Arms race between anti‐silencing and RdDM in noncoding regions of transposable elements

Transposable elements (TEs) are among the most dynamic parts of genomes. Since TEs are potentially deleterious, eukaryotes silence them through epigenetic mechanisms such as repressive histone modifications and DNA methylation. We previously reported that Arabidopsis TEs, called VANDAL s, counteract epigenetic silencing through a group of sequence‐specific anti‐silencing proteins, VANCs. VANC proteins bind to noncoding regions of specific VANDAL copies and induce loss of silent chromatin marks. The VANC‐target regions form tandem repeats, which diverge rapidly.
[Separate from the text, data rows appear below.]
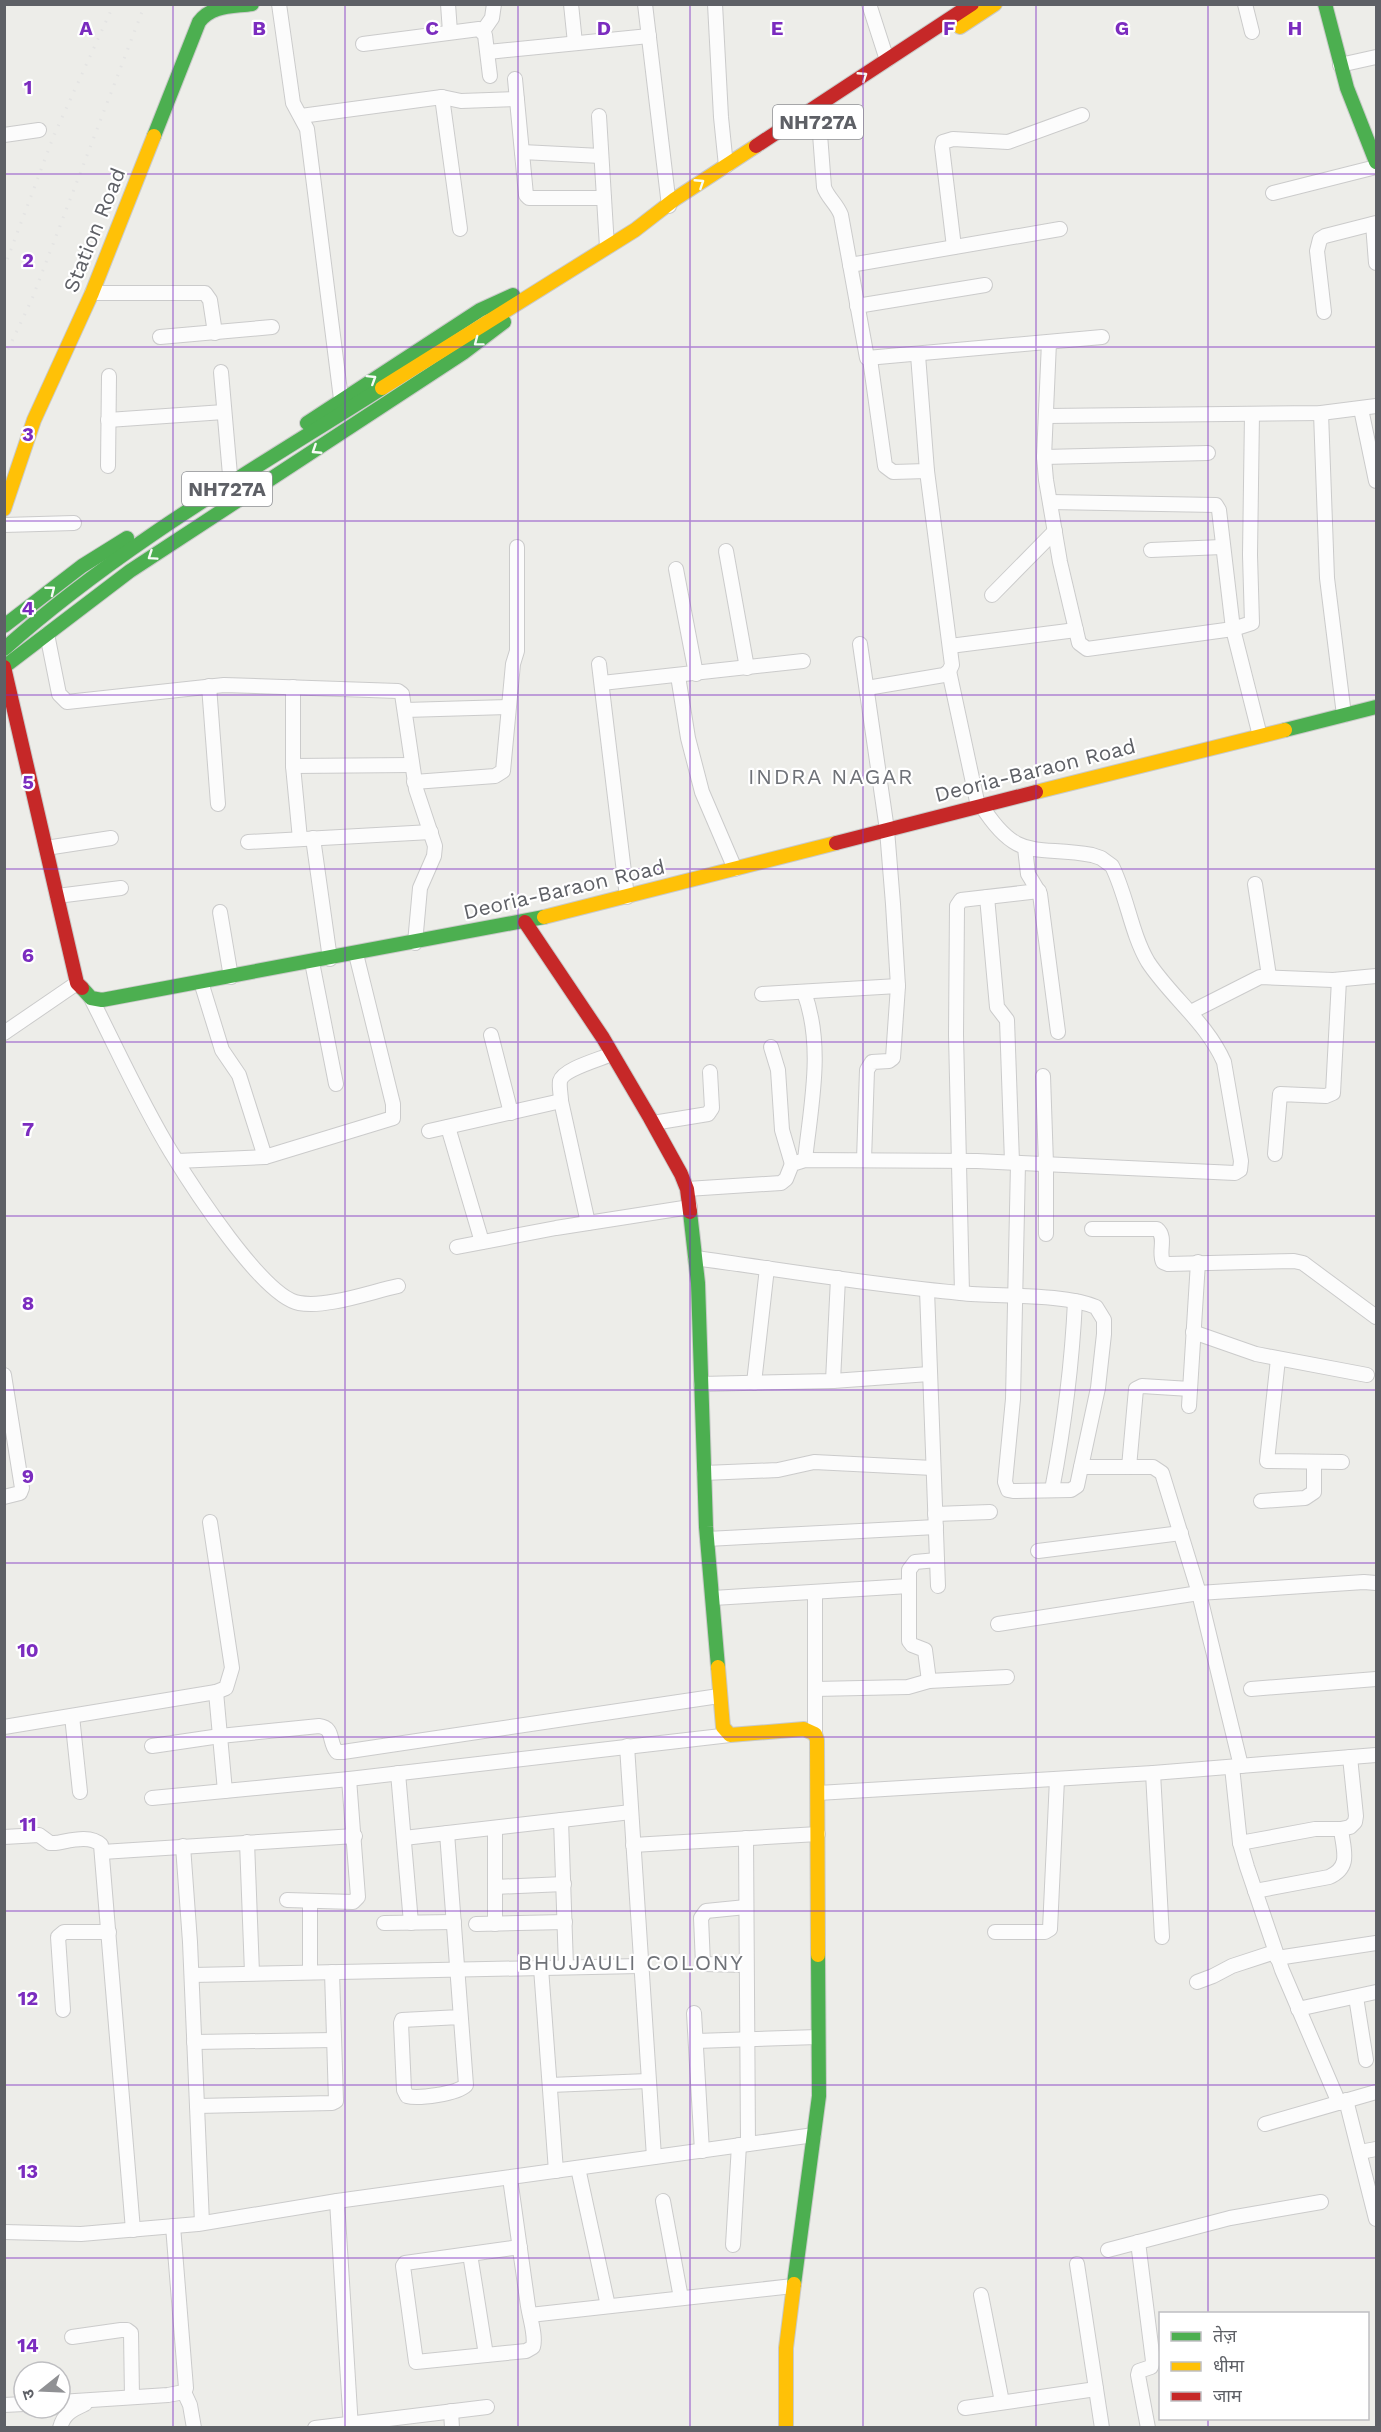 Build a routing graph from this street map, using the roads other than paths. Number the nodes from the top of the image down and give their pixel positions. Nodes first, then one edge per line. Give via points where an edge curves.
1 (252, 4) edge
2 (279, 4) edge
3 (448, 4) edge
4 (494, 4) edge
5 (572, 4) edge
6 (645, 4) edge
7 (715, 4) edge
8 (869, 4) edge
9 (972, 4) edge
10 (995, 4) edge
11 (1245, 4) edge
12 (1325, 4) edge
13 (483, 31) junction
14 (450, 32) junction
15 (1252, 32) dead end
16 (649, 36) junction
17 (574, 43) junction
18 (363, 44) dead end
19 (488, 52) junction
20 (1377, 57) edge
21 (887, 60) junction
22 (1340, 65) junction
23 (490, 76) dead end
24 (515, 79) dead end
25 (873, 86) dead end
26 (442, 97) junction
27 (517, 99) junction
28 (846, 104) dead end
29 (1083, 115) dead end
30 (301, 116) junction
31 (599, 116) dead end
32 (819, 121) junction
33 (39, 130) dead end
34 (4, 135) edge
35 (522, 152) junction
36 (601, 156) junction
37 (1377, 162) edge
38 (726, 166) junction
39 (1377, 167) edge
40 (1273, 193) dead end
41 (604, 198) junction
42 (670, 209) junction
43 (1375, 223) edge
44 (460, 229) dead end
45 (1059, 229) dead end
46 (607, 247) junction
47 (954, 247) junction
48 (1377, 263) edge
49 (850, 265) junction
50 (985, 285) dead end
51 (537, 290) junction
52 (92, 293) junction
53 (857, 306) junction
54 (1324, 312) dead end
55 (272, 327) dead end
56 (215, 333) junction
57 (1102, 337) dead end
58 (160, 338) dead end
59 (1050, 342) junction
60 (918, 355) junction
61 (870, 359) junction
62 (221, 372) dead end
63 (109, 376) dead end
64 (340, 399) junction
65 (1377, 406) edge
66 (1361, 409) junction
67 (224, 412) junction
68 (1321, 413) junction
69 (1252, 414) junction
70 (1047, 416) junction
71 (108, 420) junction
72 (1208, 453) dead end
73 (1044, 458) junction
74 (108, 466) dead end
75 (927, 471) junction
76 (230, 475) junction
77 (1377, 481) edge
78 (1050, 502) junction
79 (4, 509) edge
80 (74, 523) dead end
81 (4, 525) edge
82 (1055, 531) junction
83 (517, 547) dead end
84 (1222, 547) junction
85 (1151, 550) dead end
86 (726, 551) dead end
87 (676, 569) dead end
88 (992, 595) dead end
89 (4, 626) edge
90 (1233, 628) junction
91 (1076, 630) junction
92 (47, 634) junction
93 (860, 644) dead end
94 (950, 646) junction
95 (4, 649) edge
96 (803, 661) dead end
97 (599, 664) dead end
98 (4, 667) edge
99 (747, 668) junction
100 (950, 672) junction
101 (696, 674) junction
102 (678, 676) junction
103 (602, 684) junction
104 (209, 686) junction
105 (293, 687) junction
106 (867, 688) junction
107 (508, 707) junction
108 (1377, 707) edge
109 (405, 710) junction
110 (1344, 715) junction
111 (1260, 736) junction
112 (412, 765) junction
113 (293, 766) junction
114 (414, 782) junction
115 (218, 804) dead end
116 (980, 805) junction
117 (887, 830) junction
118 (431, 832) junction
119 (111, 838) dead end
120 (307, 839) junction
121 (248, 842) dead end
122 (46, 848) junction
123 (1025, 848) junction
124 (735, 869) junction
125 (1255, 884) dead end
126 (121, 888) dead end
127 (1039, 891) junction
128 (57, 896) junction
129 (627, 897) junction
130 (987, 897) junction
131 (220, 912) dead end
132 (525, 922) junction
133 (415, 944) junction
134 (356, 954) junction
135 (330, 959) junction
136 (312, 962) junction
137 (1269, 976) junction
138 (1377, 976) edge
139 (231, 977) junction
140 (1339, 980) junction
141 (201, 982) junction
142 (77, 983) junction
143 (898, 986) junction
144 (804, 992) junction
145 (762, 994) dead end
146 (91, 998) junction
147 (1191, 1012) junction
148 (1058, 1032) dead end
149 (4, 1033) edge
150 (491, 1035) dead end
151 (771, 1047) dead end
152 (612, 1054) junction
153 (710, 1072) dead end
154 (1042, 1076) dead end
155 (336, 1084) dead end
156 (561, 1101) junction
157 (511, 1113) junction
158 (653, 1123) junction
159 (448, 1127) junction
160 (429, 1131) dead end
161 (1275, 1154) dead end
162 (265, 1157) junction
163 (864, 1160) junction
164 (177, 1161) junction
165 (959, 1161) junction
166 (799, 1162) junction
167 (1015, 1163) junction
168 (1046, 1164) junction
169 (687, 1189) junction
170 (690, 1207) junction
171 (588, 1223) junction
172 (1092, 1229) dead end
173 (1046, 1234) dead end
174 (482, 1242) junction
175 (457, 1247) dead end
176 (695, 1258) junction
177 (1198, 1262) junction
178 (767, 1268) junction
179 (838, 1278) junction
180 (398, 1286) dead end
181 (927, 1290) junction
182 (962, 1293) junction
183 (1016, 1297) junction
184 (1075, 1301) junction
185 (1377, 1317) edge
186 (1193, 1332) junction
187 (1278, 1359) junction
188 (929, 1374) junction
189 (4, 1375) edge
190 (1367, 1375) dead end
191 (833, 1380) junction
192 (754, 1383) junction
193 (701, 1384) junction
194 (1190, 1389) junction
195 (1189, 1406) dead end
196 (1314, 1462) junction
197 (1342, 1462) dead end
198 (1081, 1467) junction
199 (1129, 1467) junction
200 (933, 1468) junction
201 (704, 1473) junction
202 (1052, 1490) junction
203 (4, 1497) edge
204 (1261, 1501) dead end
205 (990, 1512) dead end
206 (935, 1521) junction
207 (210, 1522) dead end
208 (1181, 1533) junction
209 (707, 1539) junction
210 (1038, 1551) dead end
211 (937, 1560) junction
212 (1377, 1584) edge
213 (909, 1586) junction
214 (938, 1586) dead end
215 (815, 1593) junction
216 (1199, 1593) junction
217 (713, 1598) junction
218 (998, 1624) dead end
219 (1007, 1677) dead end
220 (1377, 1679) edge
221 (929, 1681) junction
222 (815, 1689) junction
223 (1251, 1689) dead end
224 (216, 1692) junction
225 (719, 1696) junction
226 (72, 1716) junction
227 (4, 1727) edge
228 (815, 1734) junction
229 (730, 1735) junction
230 (220, 1736) junction
231 (152, 1746) dead end
232 (627, 1746) junction
233 (1377, 1755) edge
234 (1350, 1757) junction
235 (1237, 1767) junction
236 (398, 1773) junction
237 (1154, 1773) junction
238 (348, 1779) junction
239 (1057, 1779) junction
240 (225, 1791) junction
241 (80, 1792) dead end
242 (818, 1793) junction
243 (152, 1798) dead end
244 (631, 1812) junction
245 (561, 1820) junction
246 (495, 1828) junction
247 (1341, 1828) junction
248 (447, 1833) junction
249 (818, 1834) junction
250 (355, 1836) junction
251 (4, 1837) edge
252 (404, 1838) junction
253 (746, 1838) junction
254 (247, 1842) junction
255 (1240, 1843) junction
256 (633, 1845) junction
257 (183, 1846) junction
258 (102, 1852) junction
259 (564, 1884) junction
260 (495, 1887) junction
261 (1255, 1891) junction
262 (287, 1900) dead end
263 (310, 1900) junction
264 (746, 1907) junction
265 (454, 1922) junction
266 (565, 1922) junction
267 (384, 1923) dead end
268 (411, 1923) junction
269 (476, 1924) dead end
270 (495, 1924) junction
271 (109, 1932) junction
272 (995, 1932) dead end
273 (1162, 1937) dead end
274 (1377, 1943) edge
275 (1276, 1955) junction
276 (746, 1965) junction
277 (640, 1966) junction
278 (566, 1967) junction
279 (541, 1968) junction
280 (457, 1969) junction
281 (310, 1972) junction
282 (332, 1972) junction
283 (252, 1973) junction
284 (192, 1974) junction
285 (1197, 1982) dead end
286 (1377, 1992) edge
287 (1356, 1996) junction
288 (1298, 2009) junction
289 (63, 2010) dead end
290 (694, 2013) dead end
291 (460, 2017) junction
292 (818, 2037) junction
293 (746, 2039) junction
294 (334, 2040) junction
295 (696, 2041) junction
296 (194, 2042) junction
297 (1366, 2060) dead end
298 (648, 2081) junction
299 (550, 2085) junction
300 (1377, 2092) edge
301 (1342, 2102) junction
302 (197, 2106) junction
303 (1265, 2124) dead end
304 (814, 2135) junction
305 (744, 2145) junction
306 (1377, 2149) edge
307 (702, 2151) junction
308 (1360, 2152) junction
309 (654, 2157) junction
310 (578, 2168) junction
311 (556, 2171) junction
312 (510, 2178) junction
313 (337, 2201) junction
314 (663, 2201) dead end
315 (1321, 2202) dead end
316 (1376, 2211) edge
317 (202, 2223) junction
318 (173, 2226) junction
319 (133, 2230) junction
320 (4, 2232) edge
321 (1138, 2242) junction
322 (733, 2245) dead end
323 (520, 2247) junction
324 (1108, 2250) dead end
325 (470, 2254) junction
326 (1077, 2264) dead end
327 (793, 2286) junction
328 (981, 2295) dead end
329 (681, 2298) junction
330 (608, 2306) junction
331 (530, 2315) junction
332 (72, 2337) dead end
333 (486, 2355) junction
334 (1096, 2388) junction
335 (184, 2392) junction
336 (132, 2397) junction
337 (93, 2400) junction
338 (72, 2401) edge
339 (1002, 2402) junction
340 (487, 2407) dead end
341 (965, 2408) dead end
342 (451, 2411) junction
343 (351, 2425) edge
344 (60, 2427) edge
345 (194, 2427) edge
346 (315, 2427) edge
347 (452, 2427) edge
348 (786, 2427) edge
349 (1102, 2427) edge
350 (1148, 2427) edge

1 - 52 main road, Station Road via 209,11 199,21
2 - 30 street via 293,103
3 - 14 street
4 - 13 street via 492,18
5 - 17 street
6 - 16 street
7 - 38 street
8 - 21 street
9 - 21 main road, NH727A
10 - 25 main road, NH727A
11 - 15 street
12 - 22 main road
13 - 14 street
13 - 19 street
14 - 18 street
16 - 17 street
16 - 42 street
17 - 19 street
19 - 23 street
20 - 22 street
38 -> 21 main road, NH727A
22 - 37 main road
24 - 27 street
26 - 27 street via 461,101
26 - 30 street
26 - 44 street
27 - 35 street
28 - 32 main road, NH727A
29 - 47 street via 1008,142 943,142
30 - 64 street via 307,129
31 - 36 street
32 - 42 main road, NH727A
32 - 49 street via 824,187 839,208
33 - 34 street
35 - 36 street
35 - 41 street via 527,196
36 - 41 street
42 -> 38 main road, NH727A
39 - 40 street
41 - 46 street
42 - 46 main road, NH727A
43 - 48 street
43 - 54 street via 1320,239 1317,251
45 - 47 street
46 - 51 main road, NH727A
47 - 49 street
49 - 53 street
50 - 53 street
64 -> 51 main road via 480,310 509,296
51 -> 92 main road via 521,308 463,352 130,571
51 - 95 main road, NH727A via 117,558
52 - 56 street via 205,293 210,300
52 - 79 main road, Station Road via 34,420
53 - 61 street via 865,357
55 - 56 street
56 - 58 street
57 - 59 street
59 - 60 street
59 - 70 street
60 - 61 street
60 - 75 street
61 - 75 street via 885,466 893,472
62 - 67 street
63 - 71 street
64 - 76 main road
65 - 66 street
66 - 68 street
66 - 77 street
67 - 71 street
67 - 76 street
68 - 69 street
68 - 110 street via 1327,578
69 - 70 street
69 - 90 street via 1253,619 1250,625
70 - 73 street
71 - 74 street
72 - 73 street
73 - 78 street
75 - 94 street
89 -> 76 main road via 82,566
78 - 82 street
78 - 84 street via 1216,505
80 - 81 street
82 - 88 street
82 - 91 street
83 - 107 street via 517,651
84 - 85 street
84 - 90 street
86 - 99 street
87 - 101 street
90 - 91 street via 1094,649 1082,647
90 - 111 street
91 - 94 street
92 - 98 main road
92 - 104 street via 59,694 67,702
93 - 106 street
94 - 100 street
96 - 99 street
97 - 103 street
98 - 122 main road
99 - 101 street
100 - 106 street
100 - 116 street
101 - 102 street
102 - 103 street
102 - 124 street via 702,792
103 - 129 street
104 - 105 street
104 - 115 street
105 - 109 street via 398,691 402,693
105 - 113 street
106 - 117 street
107 - 109 street
107 - 114 street via 505,765 499,775
108 - 110 main road, Deoria-Baraon Road
109 - 112 street
110 - 111 main road, Deoria-Baraon Road
111 - 116 main road, Deoria-Baraon Road
112 - 113 street
112 - 114 street
113 - 120 street
114 - 118 street
116 - 117 main road, Deoria-Baraon Road
116 - 123 street via 1005,837
117 - 124 main road, Deoria-Baraon Road
117 - 143 street
118 - 120 street
118 - 133 street via 434,856 420,888
119 - 122 street
120 - 121 street
120 - 135 street
122 - 128 main road
123 - 127 street via 1028,874
123 - 147 street via 1092,855 1112,866 1148,962
124 - 129 main road, Deoria-Baraon Road
125 - 137 street
126 - 128 street
127 - 130 street
127 - 148 street
128 - 142 main road
129 - 132 main road, Deoria-Baraon Road
130 - 165 street via 961,900 957,906
130 - 167 street via 997,1007 1007,1020
131 - 139 street
132 - 133 main road, Deoria-Baraon Road
132 - 152 main road
133 - 134 main road, Deoria-Baraon Road
134 - 135 main road, Deoria-Baraon Road
134 - 162 street via 393,1104 393,1118
135 - 136 main road, Deoria-Baraon Road
136 - 139 main road, Deoria-Baraon Road
136 - 155 street
137 - 140 street
137 - 147 street via 1257,978
138 - 140 street
139 - 141 main road, Deoria-Baraon Road
140 - 161 street via 1333,1093 1280,1094
141 - 146 main road, Deoria-Baraon Road via 102,1000
141 - 162 street via 222,1050 239,1075
142 - 146 main road
142 - 149 street
143 - 144 street
143 - 163 street via 894,1058 872,1062 867,1070
144 - 145 street
144 - 166 street via 812,1013 816,1049
146 - 164 street
147 - 168 street via 1224,1062 1241,1161 1238,1172
150 - 157 street
151 - 166 street via 778,1070 782,1130
152 - 156 street via 564,1075 560,1083
152 - 158 main road
153 - 158 street via 712,1108 708,1114
154 - 168 street
156 - 157 street
156 - 171 street
157 - 159 street
158 - 169 main road
159 - 160 street
159 - 174 street
162 - 164 street
163 - 165 street
163 - 166 street
164 - 180 street via 259,1275 288,1299 313,1304
165 - 167 street
165 - 182 street
166 - 169 street via 781,1183
167 - 168 street
167 - 183 street
168 - 173 street
169 - 170 main road
170 - 171 street
170 - 176 main road
171 - 174 street
172 - 177 street via 1157,1229 1162,1236 1163,1262
174 - 175 street
176 - 178 street
176 - 193 main road
177 - 185 street via 1303,1263
177 - 186 street
178 - 179 street
178 - 192 street
179 - 181 street
179 - 191 street
181 - 182 street
181 - 188 street
182 - 183 street
183 - 184 street
183 - 202 street via 1005,1482 1008,1490 1013,1491
184 - 198 street via 1096,1307 1104,1326 1098,1388
184 - 202 street via 1072,1365
186 - 187 street
186 - 194 street
187 - 190 street
187 - 196 street via 1267,1459
188 - 191 street
188 - 200 street
189 - 203 street via 22,1488 20,1493
191 - 192 street
192 - 193 street
193 - 201 main road
194 - 195 street
194 - 199 street via 1136,1389
196 - 197 street
196 - 204 street via 1311,1496
198 - 199 street
198 - 202 street via 1077,1486
199 - 208 street via 1160,1470
200 - 201 street via 814,1462 777,1470
200 - 206 street
201 - 209 main road
205 - 206 street
206 - 209 street
206 - 211 street
207 - 224 street via 232,1668 226,1688
208 - 210 street
208 - 216 street
209 - 217 main road
211 - 213 street via 911,1565
211 - 214 street
212 - 216 street
213 - 215 street
213 - 221 street via 909,1641 925,1650
215 - 217 street
215 - 222 street
216 - 218 street
216 - 235 street
217 - 225 main road
219 - 221 street
220 - 223 street
221 - 222 street via 908,1687
222 - 228 street
224 - 226 street
224 - 230 street
225 - 229 main road via 723,1727
225 - 230 street via 343,1752 334,1749 326,1727
226 - 227 street
226 - 241 street
228 - 229 main road via 804,1729
228 - 242 main road
229 - 232 street
230 - 231 street
230 - 240 street
232 - 236 street
232 - 244 street
233 - 234 street
234 - 235 street
234 - 247 street via 1356,1816 1350,1827
235 - 237 street
235 - 255 street
236 - 238 street
236 - 252 street
237 - 239 street
237 - 273 street
238 - 240 street
238 - 250 street
239 - 242 street
239 - 272 street via 1050,1929
240 - 243 street
242 - 249 main road
244 - 245 street
244 - 256 street
245 - 246 street
245 - 259 street
246 - 248 street
246 - 260 street
247 - 255 street
247 - 261 street via 1344,1861 1338,1873
248 - 252 street
248 - 265 street
249 - 253 street
249 - 292 main road
250 - 254 street
250 - 263 street via 356,1900
251 - 258 street via 39,1835 50,1843 90,1839 101,1845
252 - 268 street
253 - 256 street
253 - 264 street
254 - 257 street
254 - 283 street
255 - 261 street
256 - 277 street
257 - 258 street
257 - 284 street
258 - 271 street
259 - 260 street
259 - 266 street
260 - 270 street
261 - 275 street
262 - 263 street
263 - 281 street
264 - 276 street
264 - 276 street via 706,1911 701,1918 704,1964
265 - 268 street
265 - 280 street
266 - 270 street
266 - 278 street
267 - 268 street
269 - 270 street
271 - 289 street via 64,1932 58,1937
271 - 319 street
274 - 275 street
275 - 285 street via 1232,1966
275 - 288 street
276 - 293 street
277 - 278 street
277 - 298 street
278 - 279 street
279 - 280 street
279 - 299 street
280 - 282 street
280 - 291 street
281 - 282 street
281 - 283 street
282 - 294 street
283 - 284 street
284 - 296 street
286 - 287 street
287 - 288 street
287 - 297 street
288 - 301 street
290 - 295 street
291 - 291 street via 402,2020 407,2096 459,2091 466,2085
292 - 293 street
292 - 304 main road via 819,2096
293 - 295 street
293 - 305 street
294 - 296 street
294 - 302 street via 337,2095 332,2103
295 - 307 street
296 - 302 street
298 - 299 street
298 - 309 street
299 - 311 street
300 - 301 street
301 - 303 street
301 - 308 street
302 - 317 street
304 - 305 street
304 - 327 main road
305 - 307 street
305 - 322 street
306 - 308 street
307 - 309 street
308 - 316 street
309 - 310 street
310 - 311 street
310 - 330 street
311 - 312 street
312 - 313 street
312 - 323 street
313 - 317 street
313 - 343 street
314 - 329 street
315 - 321 street via 1230,2217
317 - 318 street
318 - 319 street
318 - 335 street
319 - 320 street via 81,2234
321 - 324 street
321 - 350 street via 1153,2361 1151,2367 1138,2375
323 - 325 street
323 - 331 street
325 - 333 street
325 - 333 street via 403,2266 414,2354 416,2362 422,2363
326 - 334 street
327 - 329 street
327 - 348 main road via 786,2348
328 - 339 street
329 - 330 street
330 - 331 street
331 - 333 street via 534,2343 530,2351
332 - 336 street via 121,2330 131,2333
334 - 339 street
334 - 349 street
335 - 336 street
335 - 345 street
336 - 337 street
337 - 338 street
337 - 344 street via 69,2411
339 - 341 street
340 - 342 street
342 - 343 street
342 - 347 street
343 - 346 street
Sequence‐specific anti‐silencing allows these TEs to proliferate with minimum host damage. Here, we show that RNA‐directed DNA methylation (RdDM) efficiently targets noncoding regions of VANDAL TEs to silence them de novo . Thus, escape from RdDM could be a primary event leading to the rapid evolution and diversification of sequence‐specific anti‐silencing systems. We propose that this selfish behavior of TEs paradoxically could make them diverse and less harmful to the host. Synopsis Analyses of VANC anti‐silencing systems of VANDAL transposable elements in Arabidopsis reveal that VANC and RdDM compete with each other. Escaping from RdDM could be a selective force inducing the diversification of the anti‐silencing systems. Endogenous Hiun is re‐silenced by RdDM when transgenic Hi TG is segregated away. Both VANC and RdDM target noncoding regions of VANDAL TEs. mCG is essential for recruitment of RdDM for re‐silencing of VANDAL TEs. Graphical Abstract Analyses of VANC anti‐silencing systems of VANDAL transposable elements in Arabidopsis reveal that VANC and RdDM compete with each other. Escaping from RdDM could be a selective force inducing the diversification of the anti‐silencing systems.